Detroit Residential Parcel Survey - Methodology

Data Driven Detroit developed the field maps and survey data forms for the Detroit Residential Parcel Survey, www.detroitparcelsurvey.org.

The maps were created with the goal of easy reading in the field. Our focus was on creating legible addresses printed on top of parcel objects on regular 8.5"X11" paper. We used ESRI ArcView software as our mapping tool, and added InfoGeographics' MapApp to do layout and mass production of 598 pdf maps that fully cover all the parcels in the City of Detroit. These two products, especially the MapApp software, were unbelievably essential to our success. We experimented with several ways to separate the geography into manageable peices (Census block groups, Census tracts, Assessors' neighborhoods, DPW collection areas). No existing geography was uniform enough in shape to print for easy reading of parcel addresses. Ultimately, we created our own by an arbitrary fishnet or "Atlas" over the City of Detroit's boundary file, see below attachment - DetroitSurveyIndexMap.pdf. This Atlas allowed us to create the grid cell maps needed for complete coverage of the City, examples are below for H-11 and N-17.

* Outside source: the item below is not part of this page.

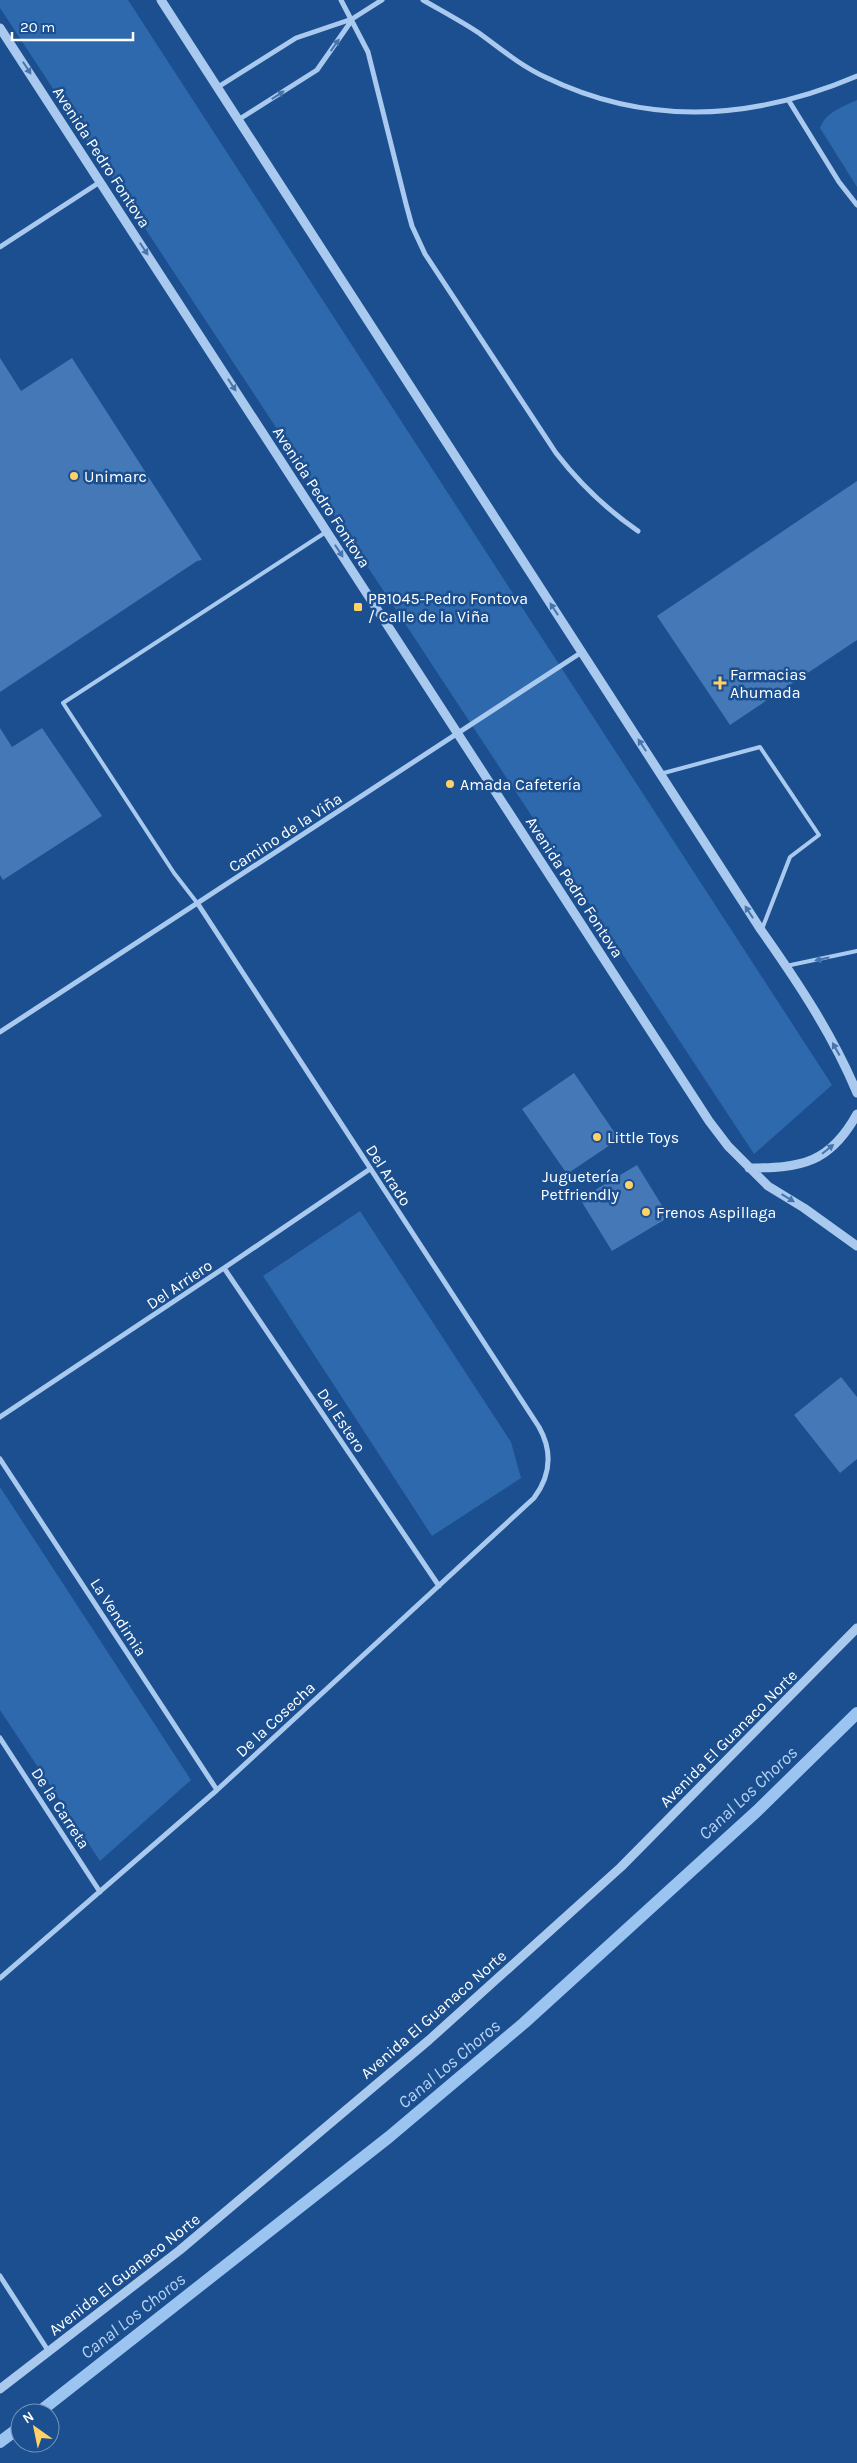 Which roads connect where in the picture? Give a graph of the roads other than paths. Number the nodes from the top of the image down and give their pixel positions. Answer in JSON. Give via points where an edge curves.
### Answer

The survey data forms were based on previous residential surveys done by Community Legal Resources - Detroit Vacant Property Campaign and further modified for this survey. DVPC conducted the training for field supervisors and surveyors. The data, parcel records, or address level data (~387,000) was supplied by the City of Detroit - Assessors and was the assessment roll land records for 2009. The parcel data was geospatially joined with the atlas grid layer, and
and coded with its associated Atlas grid cell number. We then used Microsoft Access to create the survey instrument, an Access Report populated with address information, see examples below of the DRPS_FORM* files. We grouped the data by grid cell number, street name, and whether the street address number was Odd or Even given that Detroit addresses are separated by which side of the street they are on.    

Survey field grid cell books were created from printouts of the pdf maps and survey data forms. They were compiled and made into "field books"with our partners
from University of Michigan's Ginsberg Center who managed the field collection. The Survey Field Supervisors grouped sets of grid cells, usually 4, but as much as 6 and as little as 2, together into a field book. The grouping of grid cells was by contiguous grids determined by how the street configuration existed in the geography. Areas with North - South streets were grouped by associated atlas grid number (A-3, B-3, C-3, D-3), and areas with East - West streets were grouped by atlas grid letter (C-22, C-23, C-24, C-25). Surveying was done using about 50 Detroit residents and University of Michigan students working in three-person teams. Each team had one driver with a GPS unit, one surveyor on the right, one on the left, each with an Odd or Even field book depending on which side of the street they were covering. If they turned onto another street, all they had to do was switch their odd and even books. Teams did not leave the vehicles and all field data was collected from the street.